(Saved entries)
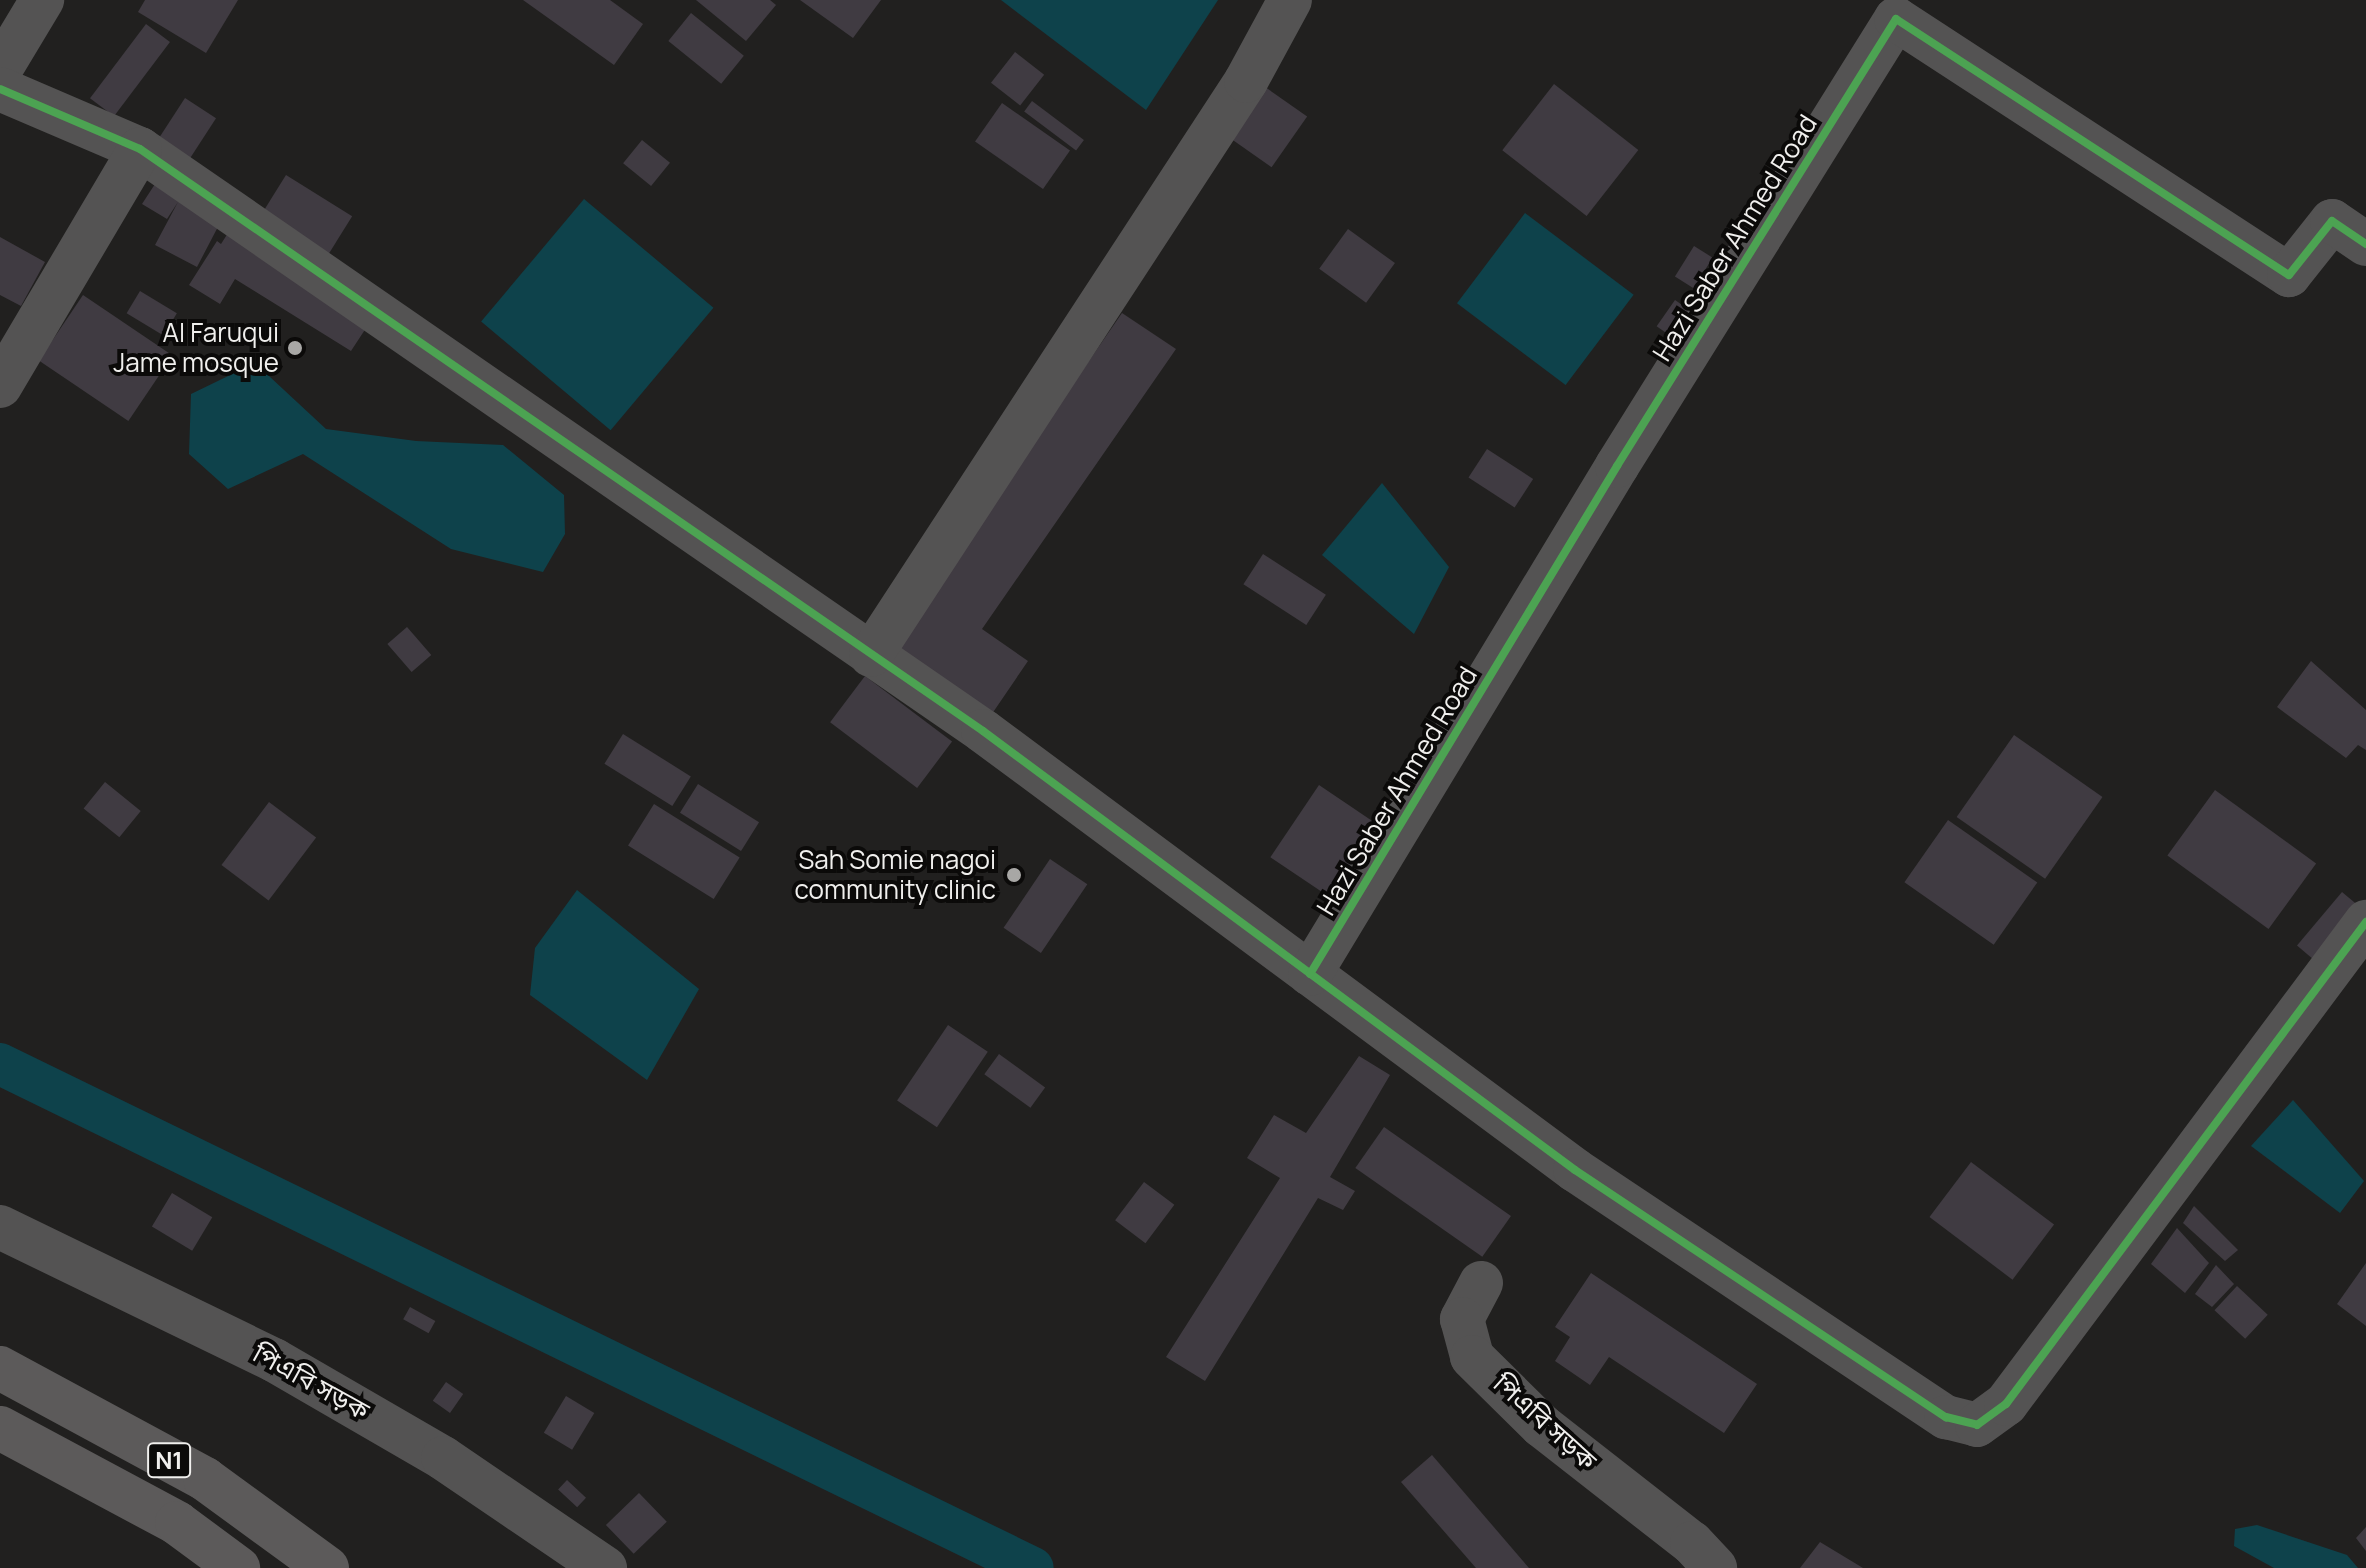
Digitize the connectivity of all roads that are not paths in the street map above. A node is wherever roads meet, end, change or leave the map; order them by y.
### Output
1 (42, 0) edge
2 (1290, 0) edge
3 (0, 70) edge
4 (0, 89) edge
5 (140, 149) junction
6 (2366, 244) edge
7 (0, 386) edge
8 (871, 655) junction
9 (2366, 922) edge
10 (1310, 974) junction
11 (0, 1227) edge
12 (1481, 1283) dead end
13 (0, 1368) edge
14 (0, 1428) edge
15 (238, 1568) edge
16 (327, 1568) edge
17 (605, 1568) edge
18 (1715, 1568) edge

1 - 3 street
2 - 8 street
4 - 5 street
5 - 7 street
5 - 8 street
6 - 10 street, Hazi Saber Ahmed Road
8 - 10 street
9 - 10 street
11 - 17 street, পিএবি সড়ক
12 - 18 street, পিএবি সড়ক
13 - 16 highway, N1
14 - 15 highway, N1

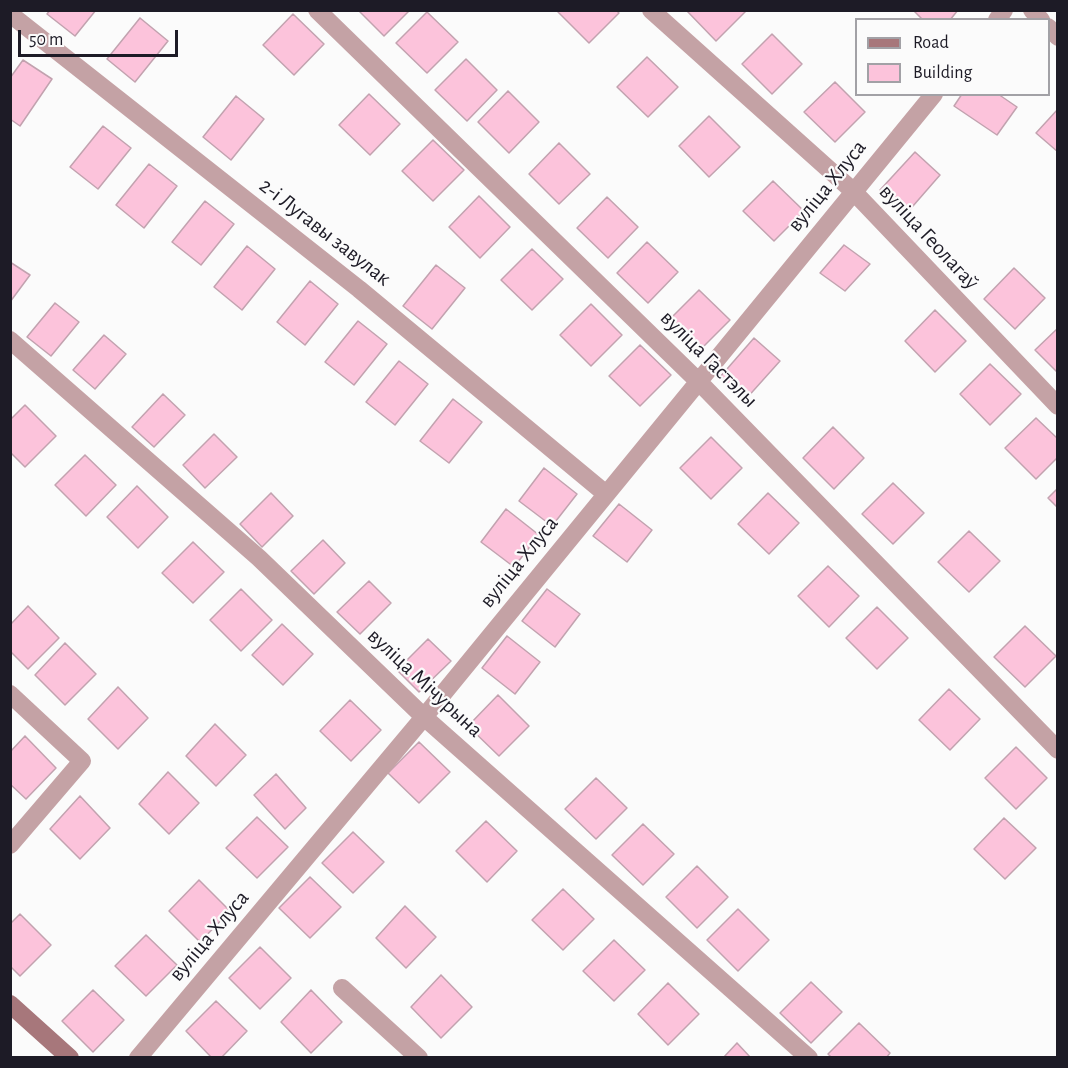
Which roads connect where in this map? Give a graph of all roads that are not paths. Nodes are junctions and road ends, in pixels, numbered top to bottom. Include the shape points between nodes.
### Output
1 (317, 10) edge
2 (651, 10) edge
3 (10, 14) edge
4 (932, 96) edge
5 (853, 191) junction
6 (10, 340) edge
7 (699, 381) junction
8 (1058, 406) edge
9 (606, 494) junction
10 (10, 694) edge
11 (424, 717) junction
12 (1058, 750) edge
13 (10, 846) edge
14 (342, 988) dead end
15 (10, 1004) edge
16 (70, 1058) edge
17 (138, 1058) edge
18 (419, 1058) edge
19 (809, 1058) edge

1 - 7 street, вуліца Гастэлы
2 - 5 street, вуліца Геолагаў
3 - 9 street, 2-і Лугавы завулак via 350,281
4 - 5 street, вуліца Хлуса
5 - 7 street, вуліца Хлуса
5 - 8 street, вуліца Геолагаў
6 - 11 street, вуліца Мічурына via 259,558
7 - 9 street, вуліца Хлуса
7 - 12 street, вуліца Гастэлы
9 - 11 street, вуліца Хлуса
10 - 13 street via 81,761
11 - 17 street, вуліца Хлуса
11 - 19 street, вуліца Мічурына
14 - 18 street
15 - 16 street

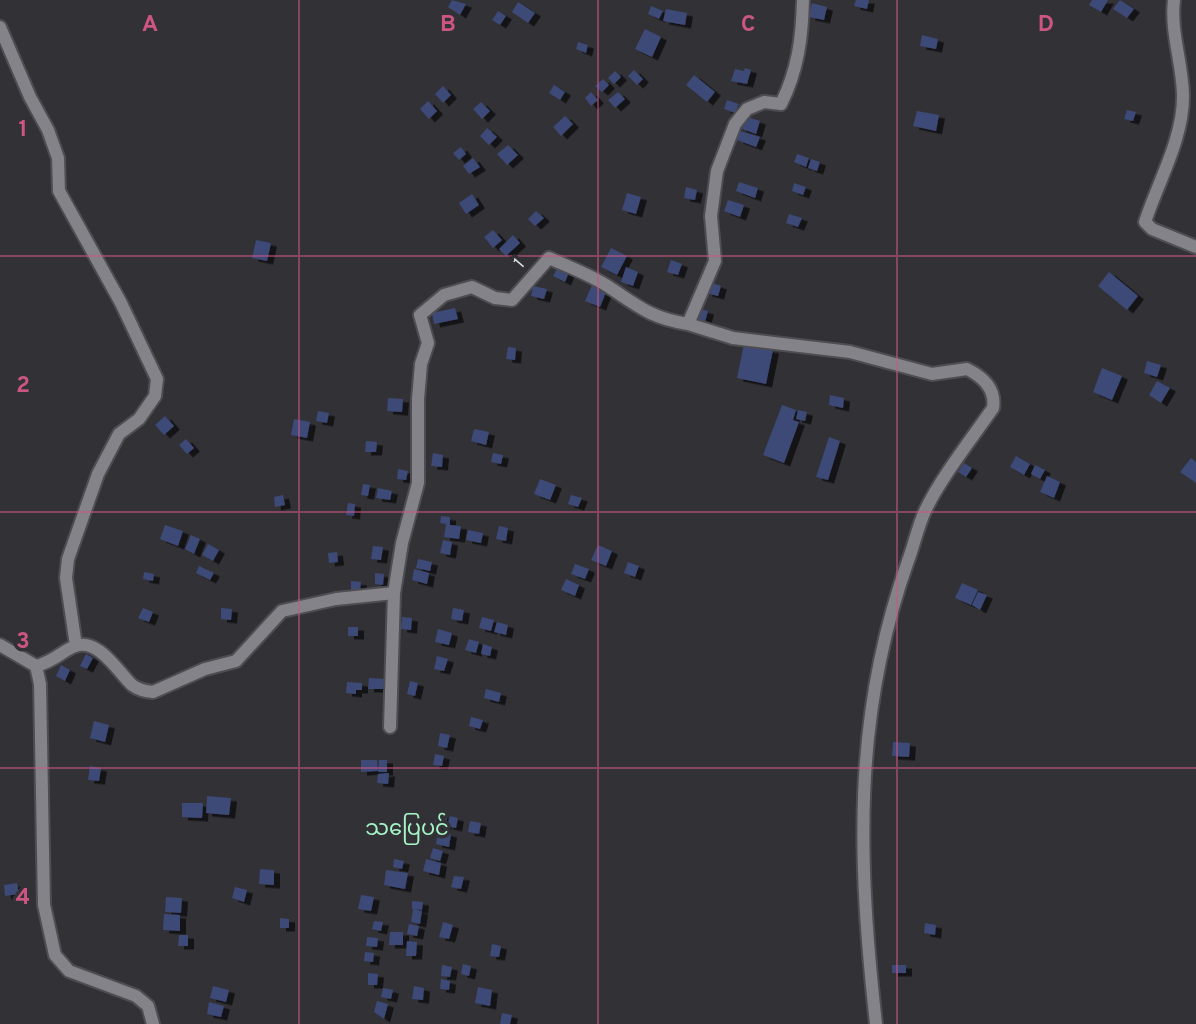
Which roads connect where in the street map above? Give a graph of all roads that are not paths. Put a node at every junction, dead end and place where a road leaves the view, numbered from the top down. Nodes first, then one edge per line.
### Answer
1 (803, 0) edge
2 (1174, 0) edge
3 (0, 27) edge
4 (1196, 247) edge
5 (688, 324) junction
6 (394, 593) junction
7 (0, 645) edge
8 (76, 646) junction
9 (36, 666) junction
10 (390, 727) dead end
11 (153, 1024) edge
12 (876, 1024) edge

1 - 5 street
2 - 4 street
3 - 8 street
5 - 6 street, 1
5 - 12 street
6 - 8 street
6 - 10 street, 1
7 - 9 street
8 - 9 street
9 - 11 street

* _What is needed_
Write out the data word for word. Any picture is to be skipped.

* _Completed exercise_
Digitize the connectivity of all roads that are not paths in the street map above. A node is wherever roads meet, end, change or leave the map; order them by y.
### Output
1 (42, 0) edge
2 (1290, 0) edge
3 (0, 70) edge
4 (0, 89) edge
5 (140, 149) junction
6 (2366, 244) edge
7 (0, 386) edge
8 (871, 655) junction
9 (2366, 922) edge
10 (1310, 974) junction
11 (0, 1227) edge
12 (1481, 1283) dead end
13 (0, 1368) edge
14 (0, 1428) edge
15 (238, 1568) edge
16 (327, 1568) edge
17 (605, 1568) edge
18 (1715, 1568) edge

1 - 3 street
2 - 8 street
4 - 5 street
5 - 7 street
5 - 8 street
6 - 10 street, Hazi Saber Ahmed Road
8 - 10 street
9 - 10 street
11 - 17 street, পিএবি সড়ক
12 - 18 street, পিএবি সড়ক
13 - 16 highway, N1
14 - 15 highway, N1

Which roads connect where in this map? Give a graph of all roads that are not paths. Nodes are junctions and road ends, in pixels, numbered top to bottom. Include the shape points between nodes.
### Output
1 (317, 10) edge
2 (651, 10) edge
3 (10, 14) edge
4 (932, 96) edge
5 (853, 191) junction
6 (10, 340) edge
7 (699, 381) junction
8 (1058, 406) edge
9 (606, 494) junction
10 (10, 694) edge
11 (424, 717) junction
12 (1058, 750) edge
13 (10, 846) edge
14 (342, 988) dead end
15 (10, 1004) edge
16 (70, 1058) edge
17 (138, 1058) edge
18 (419, 1058) edge
19 (809, 1058) edge

1 - 7 street, вуліца Гастэлы
2 - 5 street, вуліца Геолагаў
3 - 9 street, 2-і Лугавы завулак via 350,281
4 - 5 street, вуліца Хлуса
5 - 7 street, вуліца Хлуса
5 - 8 street, вуліца Геолагаў
6 - 11 street, вуліца Мічурына via 259,558
7 - 9 street, вуліца Хлуса
7 - 12 street, вуліца Гастэлы
9 - 11 street, вуліца Хлуса
10 - 13 street via 81,761
11 - 17 street, вуліца Хлуса
11 - 19 street, вуліца Мічурына
14 - 18 street
15 - 16 street

Which roads connect where in the street map above? Give a graph of all roads that are not paths. Put a node at every junction, dead end and place where a road leaves the view, numbered from the top down. Nodes first, then one edge per line.
### Answer
1 (803, 0) edge
2 (1174, 0) edge
3 (0, 27) edge
4 (1196, 247) edge
5 (688, 324) junction
6 (394, 593) junction
7 (0, 645) edge
8 (76, 646) junction
9 (36, 666) junction
10 (390, 727) dead end
11 (153, 1024) edge
12 (876, 1024) edge

1 - 5 street
2 - 4 street
3 - 8 street
5 - 6 street, 1
5 - 12 street
6 - 8 street
6 - 10 street, 1
7 - 9 street
8 - 9 street
9 - 11 street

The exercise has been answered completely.